刹那と会えなかった長い時間。だからこそ、刹那が愛しい。愛しさは一緒にいても、いや、一緒にいるからこそ日毎に増すばかりだ。
それにしてもアニューの料理の腕前はアレルヤと比べても何ら遜色はない。ニールの話が終わると、ライルはアニューにいろいろと声をかけ始めた。
それは仕方がない。ライルにとってアレルヤ・ハプティズムは、ニール達にとっての彼ほどには重要な人物ではない。それに、ニールだっていつもアレルヤのことを考えているわけではない。アレルヤのことよりも刹那のことを考えていることの方が多い。
(アレルヤ……すまん)
刹那可愛さでアレルヤのことを忘れていることもあるニールはその度に己をはじた。
一緒に戦ったこともある。深緑色の髪で片目を隠していることの多い青年。料理が上手で優しいティエリアの頼りになる恋人で……仲間だった青年、アレルヤ。その彼が……どうしてアロウズなんかに捕まったりしたのか。
後でマックスにきいてみようと思った。
この地球連邦がもたらした平和は偽りのものである。カタロンはそうだと言うし、ニールもそうだと思う。しかし、人々は真理より偽りの安寧を好むものだ。

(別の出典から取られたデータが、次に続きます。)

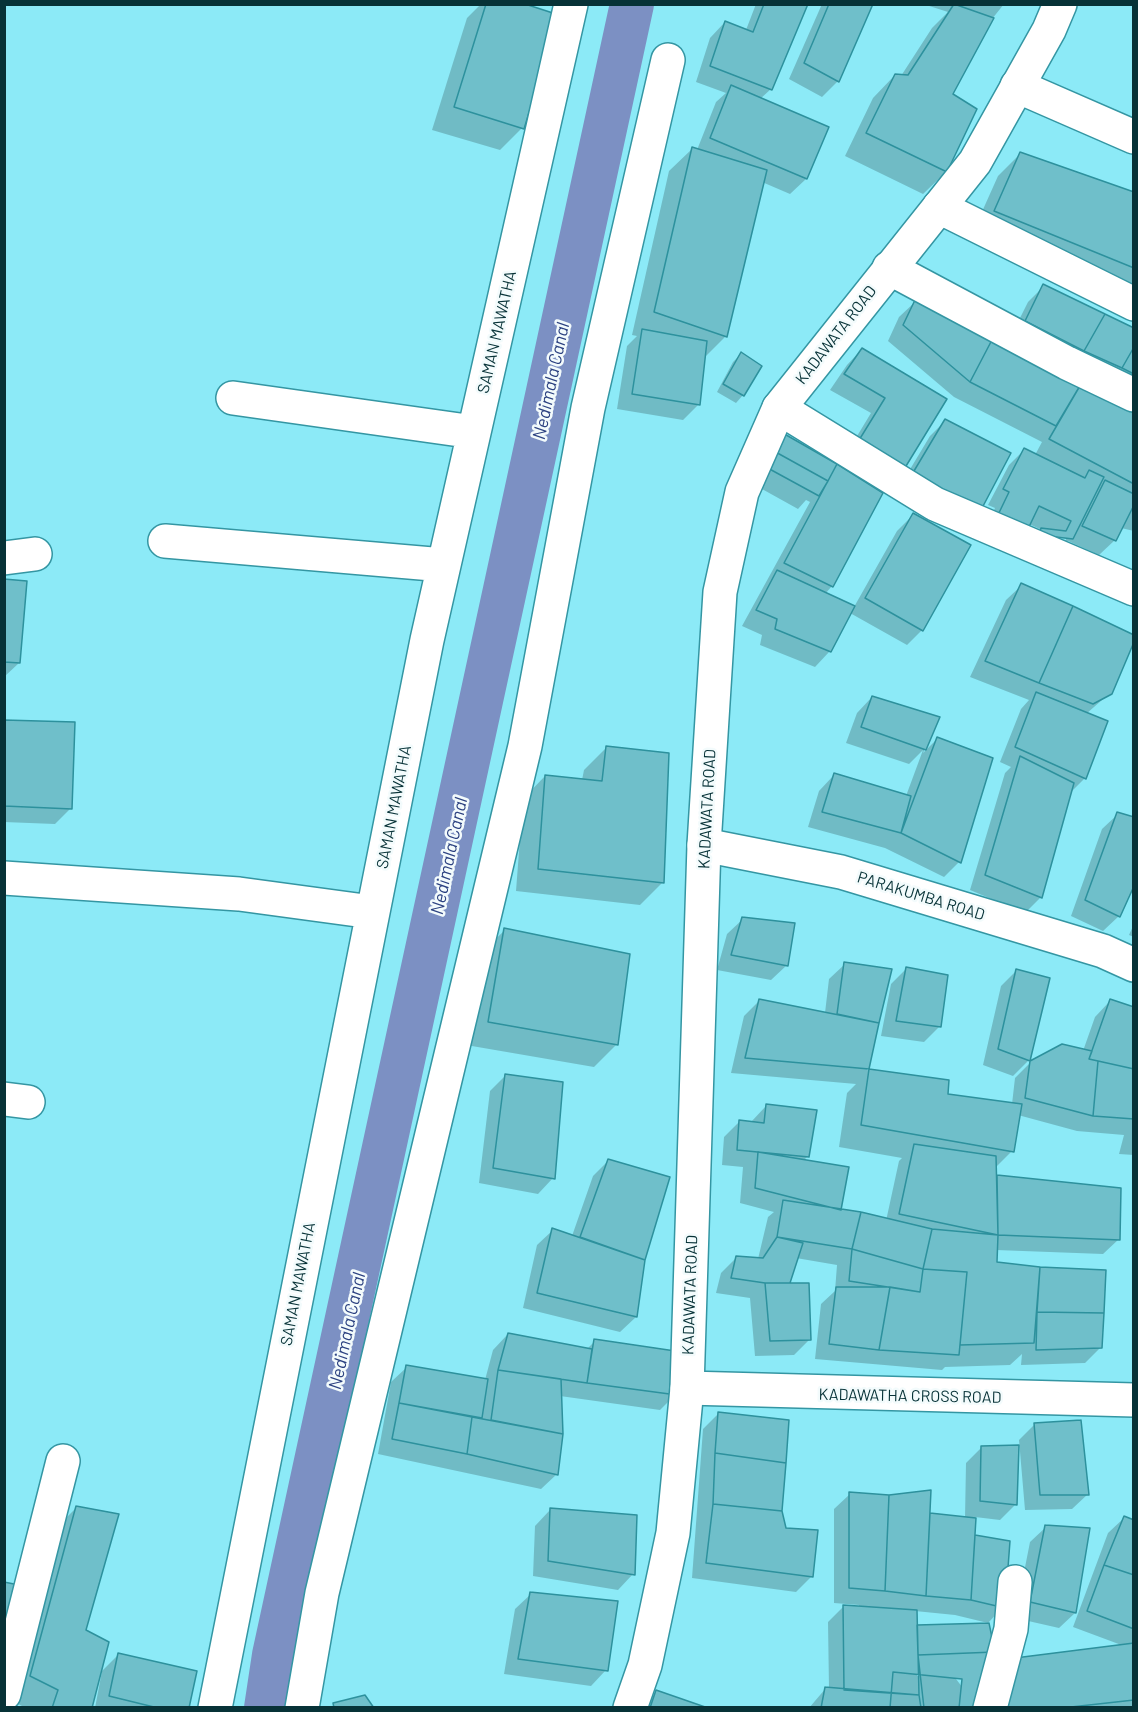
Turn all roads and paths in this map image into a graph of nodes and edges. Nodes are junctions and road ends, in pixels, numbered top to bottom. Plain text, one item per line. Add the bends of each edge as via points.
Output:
1 (571, 4) edge
2 (1060, 4) edge
3 (668, 60) dead end
4 (1017, 86) junction
5 (1134, 136) edge
6 (939, 207) junction
7 (889, 268) junction
8 (1134, 304) edge
9 (1134, 395) edge
10 (233, 398) dead end
11 (779, 408) junction
12 (474, 432) junction
13 (165, 541) dead end
14 (444, 565) junction
15 (1134, 589) edge
16 (704, 845) junction
17 (4, 879) edge
18 (372, 912) junction
19 (1134, 965) edge
20 (687, 1388) junction
21 (1134, 1400) edge
22 (63, 1461) dead end
23 (1016, 1582) dead end
24 (4, 1694) edge
25 (215, 1707) edge
26 (302, 1707) edge
27 (630, 1707) edge
28 (990, 1707) edge

1 - 12 street, SAMAN MAWATHA
2 - 4 street, KADAWATA ROAD
3 - 26 street via 588,408 525,746 322,1593
4 - 5 street
4 - 6 street, KADAWATA ROAD via 975,162
6 - 7 street, KADAWATA ROAD
6 - 8 street
7 - 9 street
7 - 11 street, KADAWATA ROAD
10 - 12 street
11 - 15 street via 935,504
11 - 16 street, KADAWATA ROAD via 742,492 720,592
12 - 14 street, SAMAN MAWATHA
13 - 14 street
14 - 18 street, SAMAN MAWATHA
16 - 19 street, PARAKUMBA ROAD via 841,872 1103,951
16 - 20 street, KADAWATA ROAD
17 - 18 street via 239,894
18 - 25 street, SAMAN MAWATHA
20 - 21 street, KADAWATHA CROSS ROAD
20 - 27 street, KADAWATA ROAD via 673,1533 645,1665
22 - 24 street
23 - 28 street via 1011,1629

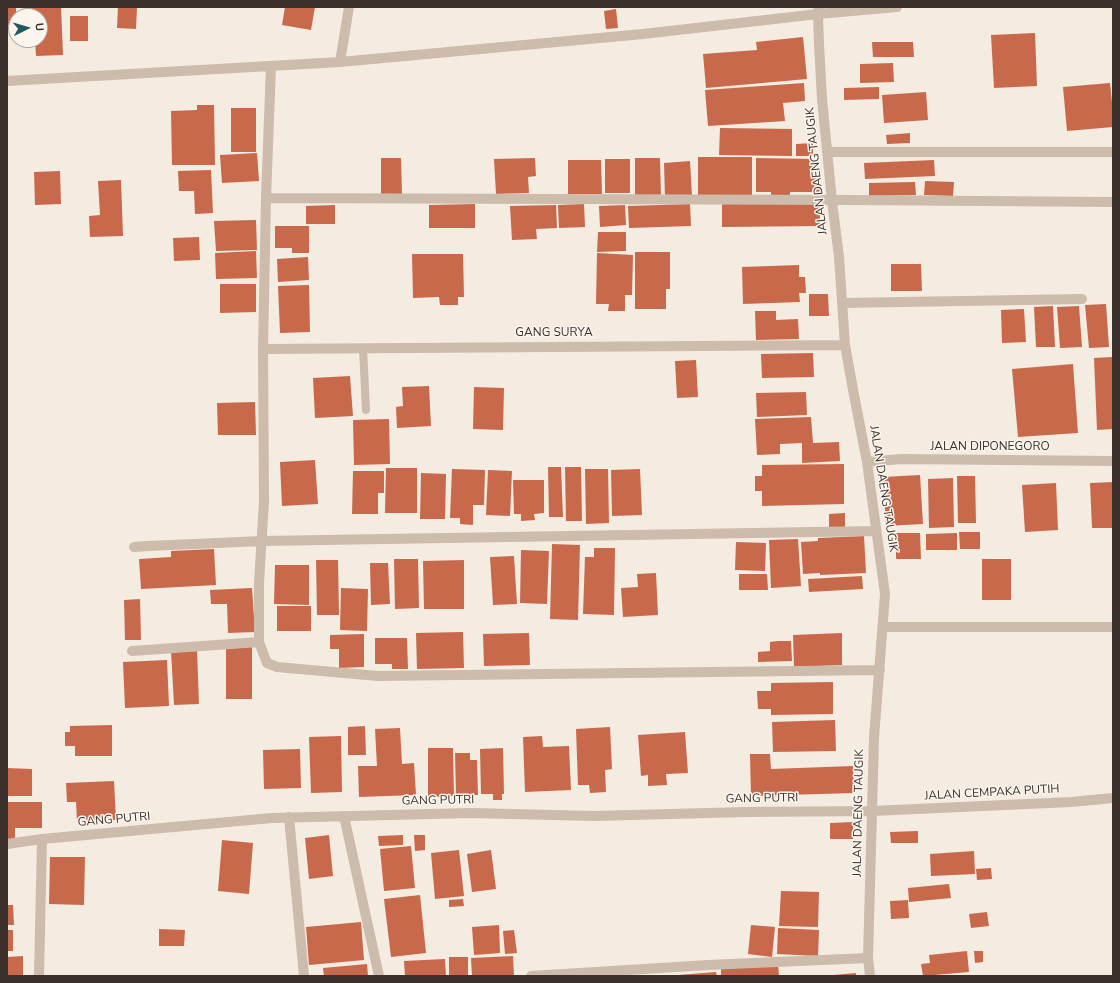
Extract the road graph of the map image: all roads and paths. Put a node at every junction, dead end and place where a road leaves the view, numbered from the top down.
1 (349, 7) edge
2 (897, 7) edge
3 (818, 10) edge
4 (340, 62) junction
5 (270, 66) junction
6 (7, 81) edge
7 (827, 152) junction
8 (1113, 152) edge
9 (266, 198) junction
10 (832, 200) junction
11 (1113, 202) edge
12 (1082, 298) dead end
13 (843, 303) junction
14 (845, 344) junction
15 (263, 348) junction
16 (363, 348) junction
17 (366, 410) dead end
18 (1113, 461) edge
19 (867, 462) junction
20 (876, 531) junction
21 (262, 541) junction
22 (134, 547) dead end
23 (883, 627) junction
24 (1113, 627) edge
25 (259, 642) junction
26 (132, 651) dead end
27 (880, 670) junction
28 (1113, 798) edge
29 (872, 811) junction
30 (344, 816) junction
31 (289, 817) junction
32 (42, 840) junction
33 (7, 844) edge
34 (868, 958) junction
35 (39, 976) edge
36 (304, 976) edge
37 (379, 976) edge
38 (531, 976) edge
39 (870, 976) edge

1 - 4 street
2 - 3 street
3 - 4 street
3 - 7 street, JALAN DAENG TAUGIK
4 - 5 street
5 - 6 street
5 - 9 street
7 - 8 street
7 - 10 street, JALAN DAENG TAUGIK
9 - 10 street
9 - 15 street
10 - 11 street
10 - 13 street, JALAN DAENG TAUGIK
12 - 13 street
13 - 14 street, JALAN DAENG TAUGIK
14 - 16 street, GANG SURYA
14 - 19 street, JALAN DAENG TAUGIK
15 - 16 street, GANG SURYA
15 - 21 street
16 - 17 lane
18 - 19 street, JALAN DIPONEGORO
19 - 20 street, JALAN DAENG TAUGIK
20 - 21 street
20 - 23 street, JALAN DAENG TAUGIK
21 - 22 street
21 - 25 street
23 - 24 street
23 - 27 street, JALAN DAENG TAUGIK
25 - 26 street
25 - 27 street
27 - 29 street, JALAN DAENG TAUGIK
28 - 29 street, JALAN CEMPAKA PUTIH
29 - 30 street, GANG PUTRI
29 - 34 street, JALAN DAENG TAUGIK
30 - 31 street, GANG PUTRI
30 - 37 street
31 - 32 street, GANG PUTRI
31 - 36 street
32 - 33 street, GANG PUTRI
32 - 35 street
34 - 38 street
34 - 39 street, JALAN DAENG TAUGIK

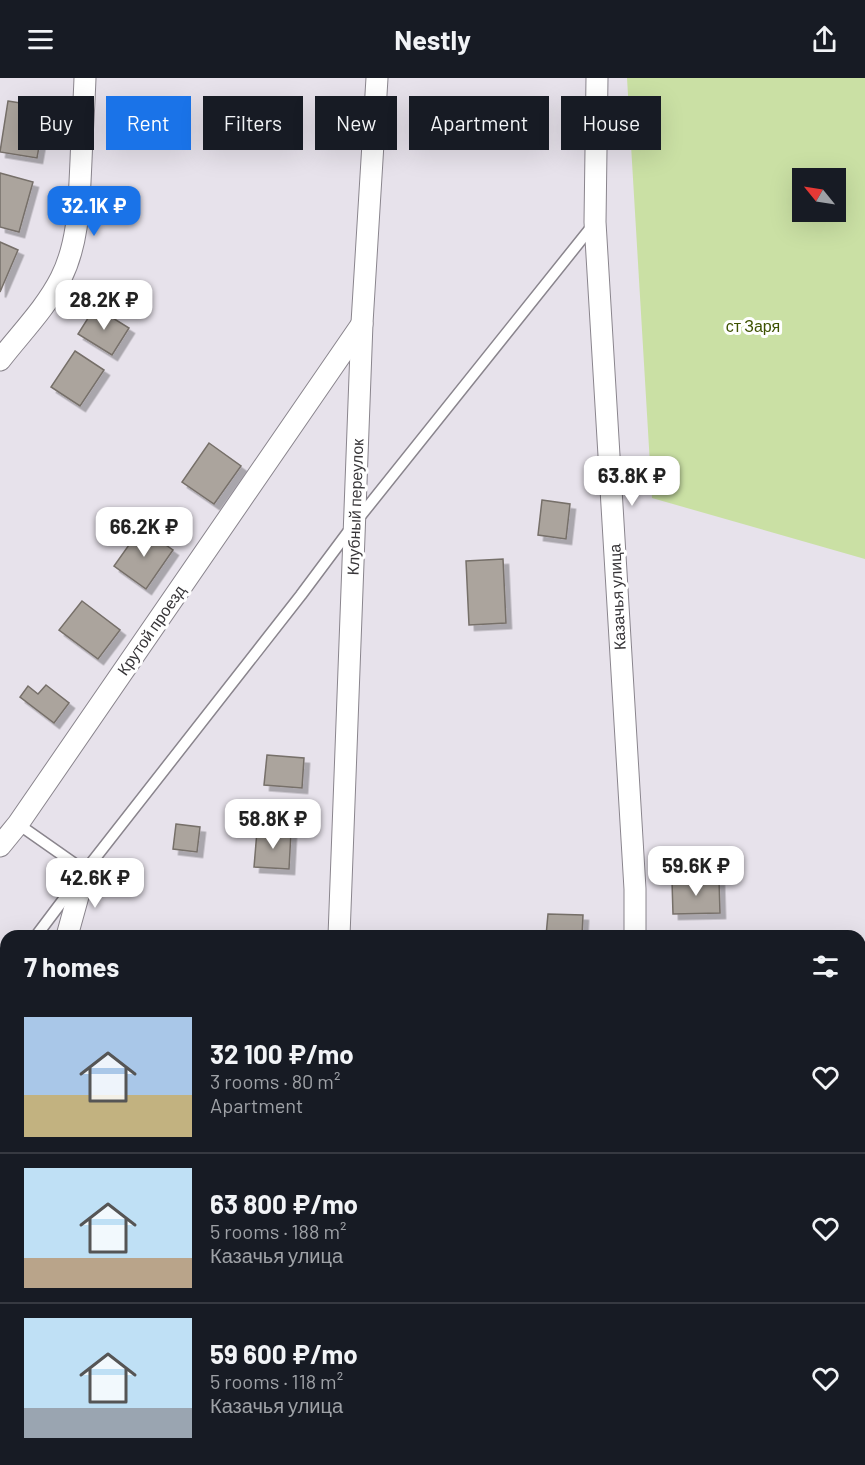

真の平和を取り戻さなければならない。ガンダムによって、俺達の手によって。
それにはアレルヤの力が必要なのだ。
(明日、スメラギのところへ行く)
刹那がニールの耳元で囁いた。ちょっとしたくすぐったさが、そういう場合でないのにニールの官能を呼び起こした。
(わかった)
と、ニールは囁き返した。
リヒティとクリスは満足げに微笑み、フェルトはリヒターをあやしている。ラッセは黙々と目の前のご馳走を平らげていた。